:: Data under study
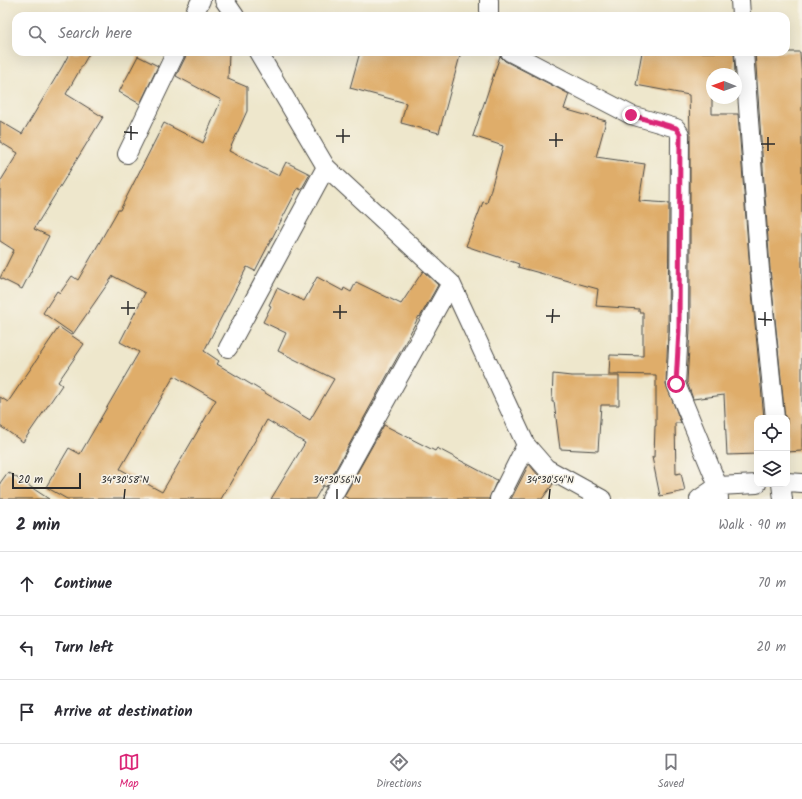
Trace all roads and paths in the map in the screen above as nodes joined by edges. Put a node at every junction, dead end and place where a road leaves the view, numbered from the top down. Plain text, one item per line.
1 (201, 0) edge
2 (224, 0) edge
3 (489, 0) edge
4 (740, 0) edge
5 (195, 12) edge
6 (232, 12) edge
7 (488, 12) edge
8 (741, 12) edge
9 (174, 56) edge
10 (260, 56) edge
11 (518, 56) edge
12 (744, 56) edge
13 (128, 154) dead end
14 (326, 167) junction
15 (451, 283) junction
16 (228, 348) dead end
17 (775, 415) edge
18 (526, 444) junction
19 (790, 482) edge
20 (802, 483) edge
21 (754, 485) edge
22 (781, 487) edge
23 (718, 493) edge
24 (331, 499) edge
25 (499, 499) edge
26 (602, 499) edge
27 (699, 499) edge
28 (783, 499) edge

1 - 5 street
2 - 6 street
3 - 7 street
4 - 8 street
9 - 13 street
10 - 14 street
11 - 23 street
12 - 17 street
14 - 15 street
14 - 16 street
15 - 18 street
15 - 24 street
18 - 25 street
18 - 26 street
19 - 20 street
21 - 23 street
22 - 28 street
23 - 27 street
::::
Your assignment: All the material shown above is to be copied exactly, with no pictures carried over.

Solution:
Trace all roads and paths in the map in the screen above as nodes joined by edges. Put a node at every junction, dead end and place where a road leaves the view, numbered from the top down. Plain text, one item per line.
1 (201, 0) edge
2 (224, 0) edge
3 (489, 0) edge
4 (740, 0) edge
5 (195, 12) edge
6 (232, 12) edge
7 (488, 12) edge
8 (741, 12) edge
9 (174, 56) edge
10 (260, 56) edge
11 (518, 56) edge
12 (744, 56) edge
13 (128, 154) dead end
14 (326, 167) junction
15 (451, 283) junction
16 (228, 348) dead end
17 (775, 415) edge
18 (526, 444) junction
19 (790, 482) edge
20 (802, 483) edge
21 (754, 485) edge
22 (781, 487) edge
23 (718, 493) edge
24 (331, 499) edge
25 (499, 499) edge
26 (602, 499) edge
27 (699, 499) edge
28 (783, 499) edge

1 - 5 street
2 - 6 street
3 - 7 street
4 - 8 street
9 - 13 street
10 - 14 street
11 - 23 street
12 - 17 street
14 - 15 street
14 - 16 street
15 - 18 street
15 - 24 street
18 - 25 street
18 - 26 street
19 - 20 street
21 - 23 street
22 - 28 street
23 - 27 street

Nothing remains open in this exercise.